[Dataset content]

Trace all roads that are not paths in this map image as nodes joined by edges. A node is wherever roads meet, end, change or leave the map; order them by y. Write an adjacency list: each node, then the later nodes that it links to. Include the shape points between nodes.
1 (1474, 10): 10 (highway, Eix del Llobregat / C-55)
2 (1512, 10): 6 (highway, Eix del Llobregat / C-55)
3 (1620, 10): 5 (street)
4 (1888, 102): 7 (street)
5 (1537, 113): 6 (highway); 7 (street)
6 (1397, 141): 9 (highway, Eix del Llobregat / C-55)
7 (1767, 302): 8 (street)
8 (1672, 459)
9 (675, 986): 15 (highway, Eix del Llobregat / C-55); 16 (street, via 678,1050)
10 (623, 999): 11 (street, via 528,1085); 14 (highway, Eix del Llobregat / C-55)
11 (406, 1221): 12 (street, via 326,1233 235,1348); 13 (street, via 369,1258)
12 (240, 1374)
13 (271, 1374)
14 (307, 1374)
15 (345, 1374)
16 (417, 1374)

[Brief] The reply should be a precise retyping of all the data.

[Result of the exercise]
Trace all roads that are not paths in this map image as nodes joined by edges. A node is wherever roads meet, end, change or leave the map; order them by y. Write an adjacency list: each node, then the later nodes that it links to. Include the shape points between nodes.
1 (1474, 10): 10 (highway, Eix del Llobregat / C-55)
2 (1512, 10): 6 (highway, Eix del Llobregat / C-55)
3 (1620, 10): 5 (street)
4 (1888, 102): 7 (street)
5 (1537, 113): 6 (highway); 7 (street)
6 (1397, 141): 9 (highway, Eix del Llobregat / C-55)
7 (1767, 302): 8 (street)
8 (1672, 459)
9 (675, 986): 15 (highway, Eix del Llobregat / C-55); 16 (street, via 678,1050)
10 (623, 999): 11 (street, via 528,1085); 14 (highway, Eix del Llobregat / C-55)
11 (406, 1221): 12 (street, via 326,1233 235,1348); 13 (street, via 369,1258)
12 (240, 1374)
13 (271, 1374)
14 (307, 1374)
15 (345, 1374)
16 (417, 1374)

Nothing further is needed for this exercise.